The assumption from the start has been that we would only ever want to show or see oneof
Nope. Not at all. It is not at all about wanting to see only one pane. Heck, any design which allows undocking as Manifold does is clearly not prejudiced against letting people have many windows floating about to see all sorts of things at once. Manifold loves the idea of people being able to add displays to the flight deck of their GIS starship.
Instead, the issue is entirely about the response to user actions a non-modal pane must have. That is difficult enough with just one non-modal pane, so difficult that the whole reason people reflexively default to modal dialogs is to dodge those difficulties. When a modal dialog is open, it seizes the user interface. No need to wonder which window responds to whatever the user does and to sort out possible conflicts, because you know it is just the one modal pane that has seized all focus.
Non-modal panes are very different: you can build interfaces that are fluid and natural with one non-modal pane, but the user interface rules become so intricate with more than one pane that, historically, the cost of educating users in the labyrinth of limitations and special case behavior rules that arise is far greater than what you gain by having more than one pain.
For example, it would often be useful to keep Component and/or Layers visible, while we are editing Styles. Or to keep Record visible, when adjusting Select. Or to keep Select visible, when performing a Transform.
I agree that would be useful, but as reporting widgets/displays, not as active panes. Perhaps an alt-click on the panel's caption could undock it into reporting gadget. That is a new interface idea, to allow panes to be undocked as viewbots of sort, which report their contents but which are not active as panes if they are not clicked into activity (at which point the previous pane automatically switches to read-only display widget status).
There are very many nuances to that idea that take a lot of time to think about and engineer, as the idea of a display that sometimes is a non-modal pane and sometimes not is a very non-routine thing. I'm not even sure it is possible within the sort of engineering expense that makes sense to apply to such a thing (for example, if the choice is between an Internet Map Server now or this thing as being the same engineering effort, we would do IMS).
For now, we don't do that because it is one non-modal pane that is the listener to user actions, switched into whatever regime is the right one to respond. The automatic switching by context (for example, the Record panel popping to the fore when you alt-click an object in a drawing) works naturally within that system as well. It works very well despite the complexity of context switching in a parallel system, etc. As you've pointed out, there are bigger fish to fry.
As for the more compact design for Contents pane panels, well, I like it a lot and it is a simple matter to implement. A big reason for it can be seen in the following two illustrations, the old and the new.
The old design wastes an enormous amount of screen real estate for blank captions. That's a crime for small screens and dead space/distraction even on large screens. I grant a single click on the panel you want is quick, but a click-click to the panel you want is pretty darned near as quick given the proximity of the clicks.

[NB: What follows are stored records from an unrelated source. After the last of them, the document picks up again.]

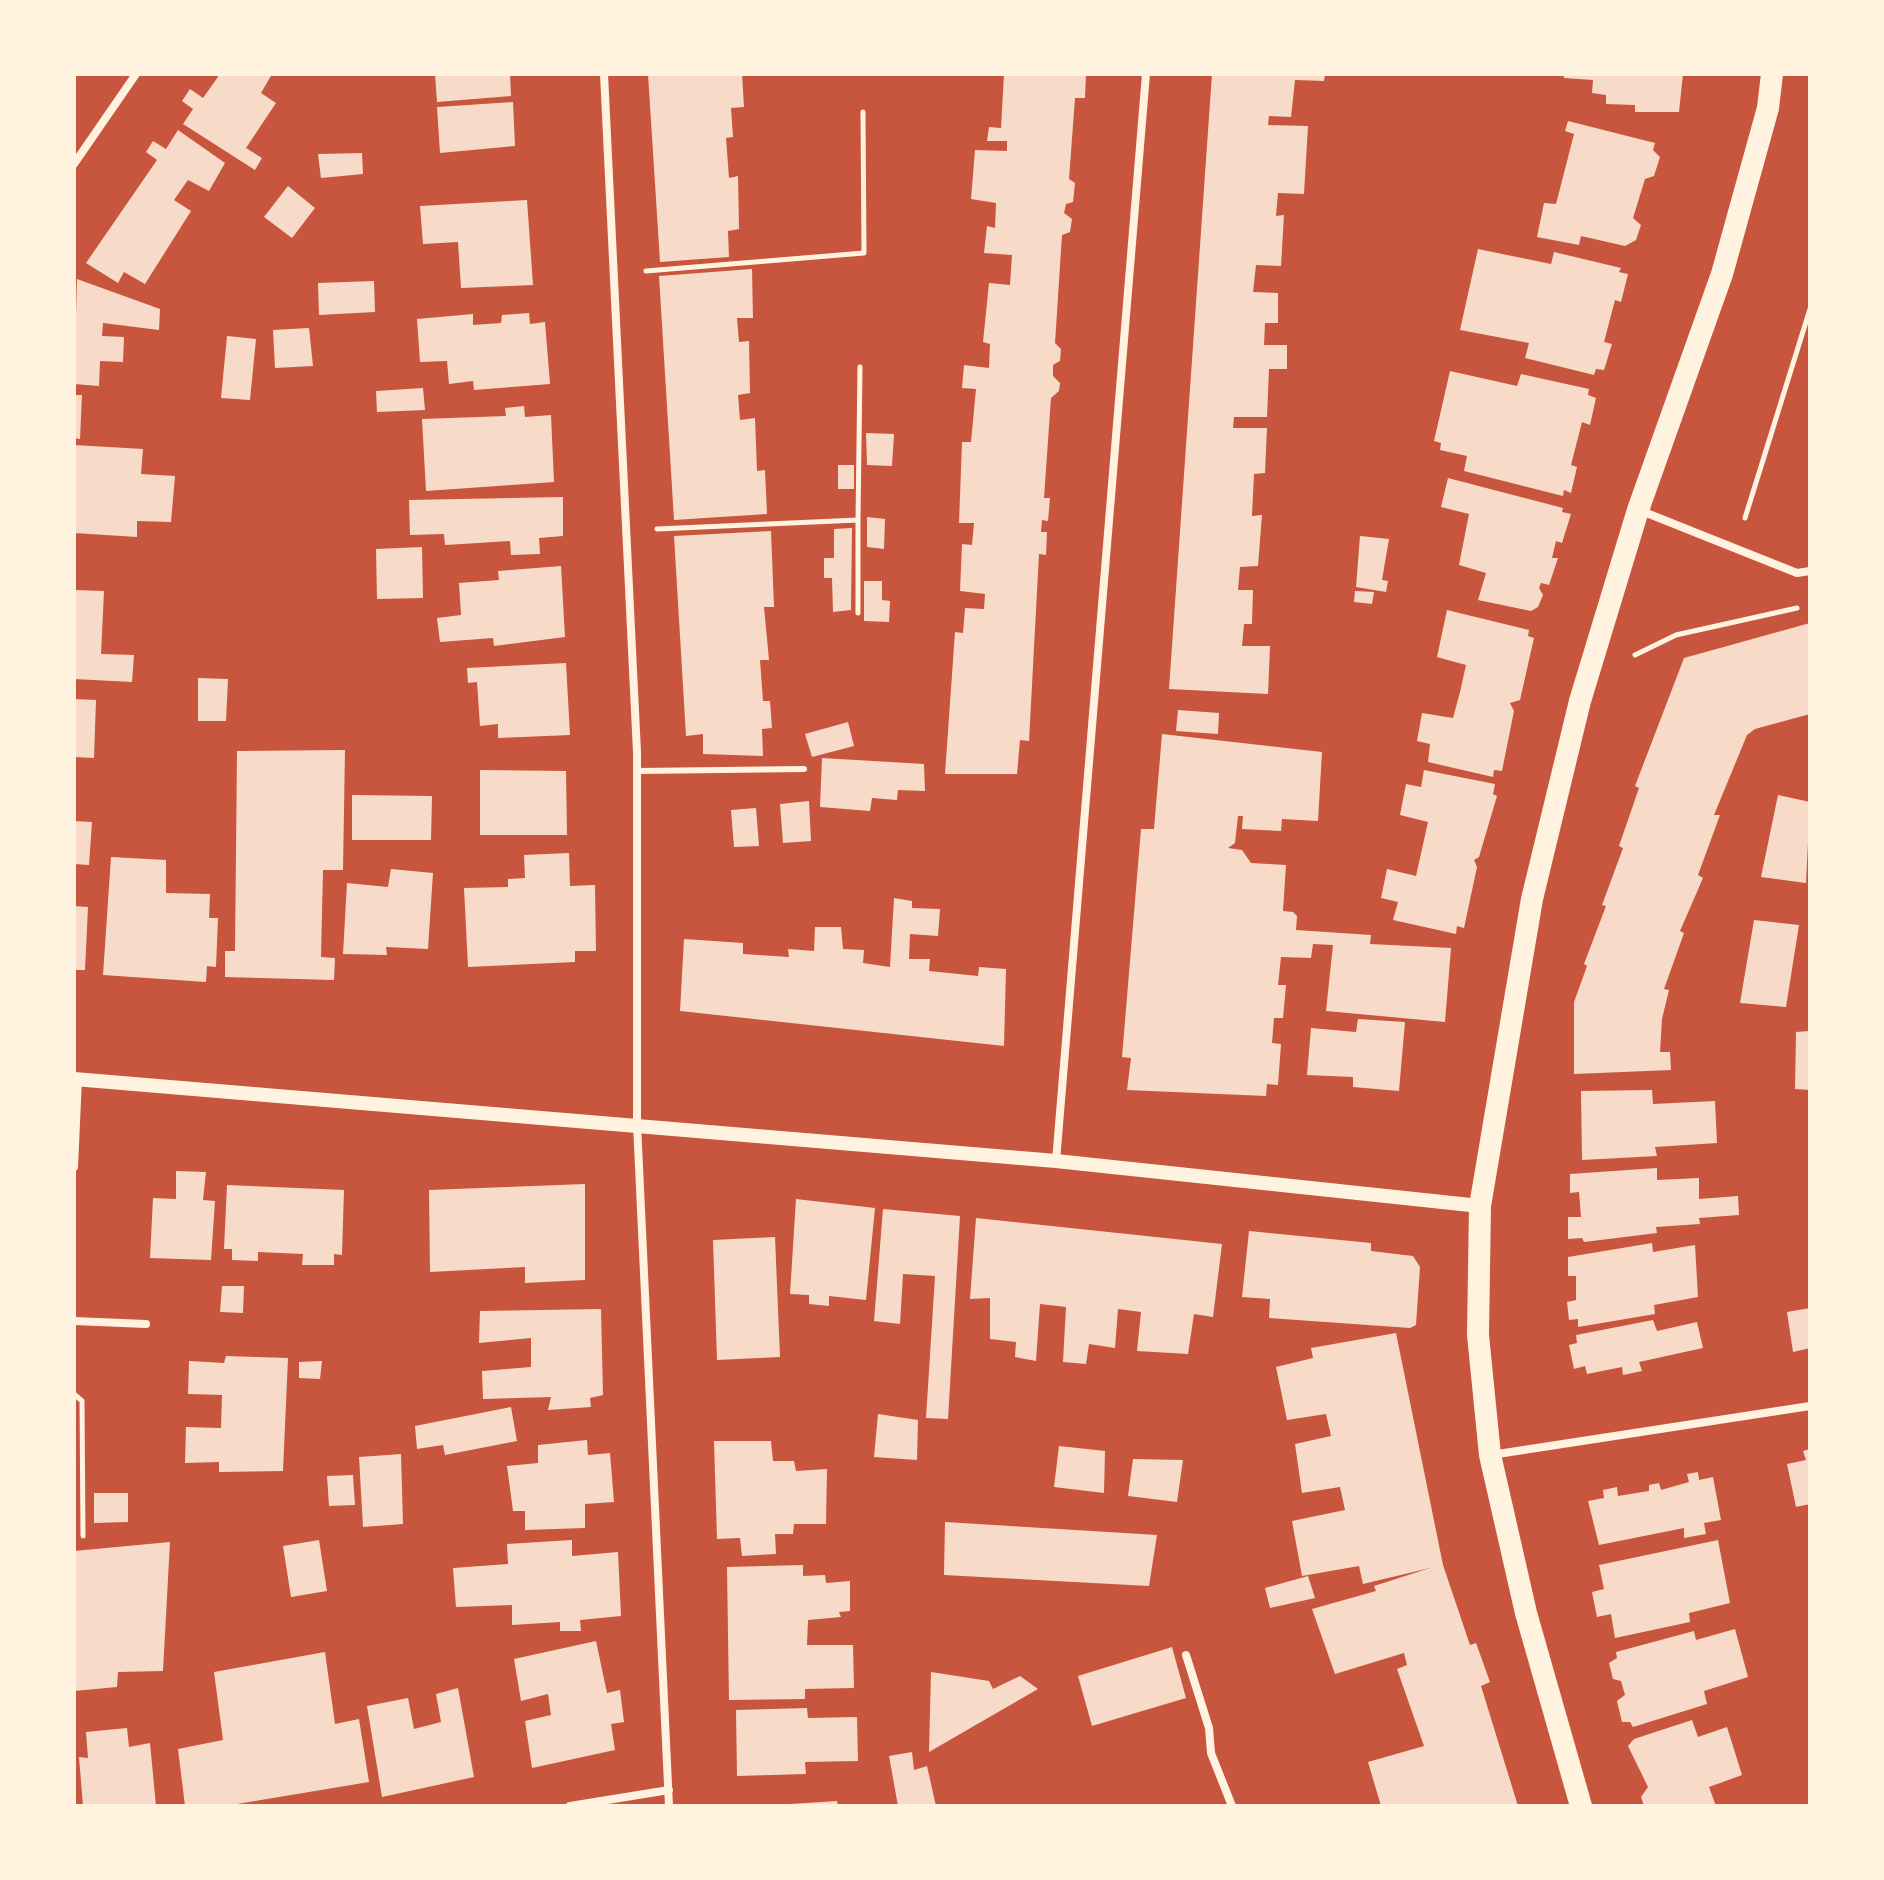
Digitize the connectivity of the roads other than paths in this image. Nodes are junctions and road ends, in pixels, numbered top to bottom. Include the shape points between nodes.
1 (136, 74) edge
2 (604, 74) edge
3 (1146, 74) edge
4 (1772, 74) edge
5 (74, 164) edge
6 (1638, 510) junction
7 (1810, 571) edge
8 (804, 769) dead end
9 (638, 771) junction
10 (76, 1079) edge
11 (637, 1124) junction
12 (1056, 1161) junction
13 (74, 1167) edge
14 (1480, 1206) junction
15 (74, 1321) edge
16 (146, 1324) dead end
17 (1810, 1406) edge
18 (1490, 1455) junction
19 (1186, 1655) dead end
20 (669, 1790) junction
21 (570, 1806) edge
22 (669, 1806) edge
23 (1232, 1806) edge
24 (1581, 1806) edge

1 - 5 street
2 - 9 street
3 - 12 street
4 - 6 highway via 1768,108 1722,274
6 - 7 street via 1797,573
6 - 14 highway via 1532,899
8 - 9 lane
9 - 11 street
10 - 11 street
10 - 13 street
11 - 12 street
11 - 20 street
12 - 14 street
14 - 18 highway via 1478,1335
15 - 16 street
17 - 18 street
18 - 24 highway via 1526,1613
19 - 23 street via 1209,1728 1211,1753
20 - 21 street
20 - 22 street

The ctrl-<number> shortcuts are a plus for those who want them, not a key part of the UI. Like all second or third tier keyboard shortcuts they aren't for everyone, but having them is no downside whatsoever for those who do not use them. If you don't use them, the new interface is plenty fast.
I understand that for beginners or people who haven't used the system for a while there is a certain utility in gadgeting up the interface with all the possible choices always on display. But it takes just a click to remind yourself what is there (third screen below), if you use the system for more than a few minutes you'll be refreshed, and having all the options hanging around as blank captions is both expensive in real estate and also distracting, not at all "quiet cockpit" for regular users.
How this thread started is a good illustration of the expense and distraction: no point in being wasteful of real estate because some of us use three or more monitors. A compact, efficient interface is also good for many monitors, and it becomes a life-saver with single screens and especially the smaller devices often used in the field.
The old interface on left and new interface on right:
The new interface with a single-click anywhere on the caption bar...
I remind everyone that in the old design you had to click at least once on a caption to switch from one panel to another, and often the click could be far apart, at the bottom of a pane or the top. In the new design you have to click twice, but the clicks are close together all at the top.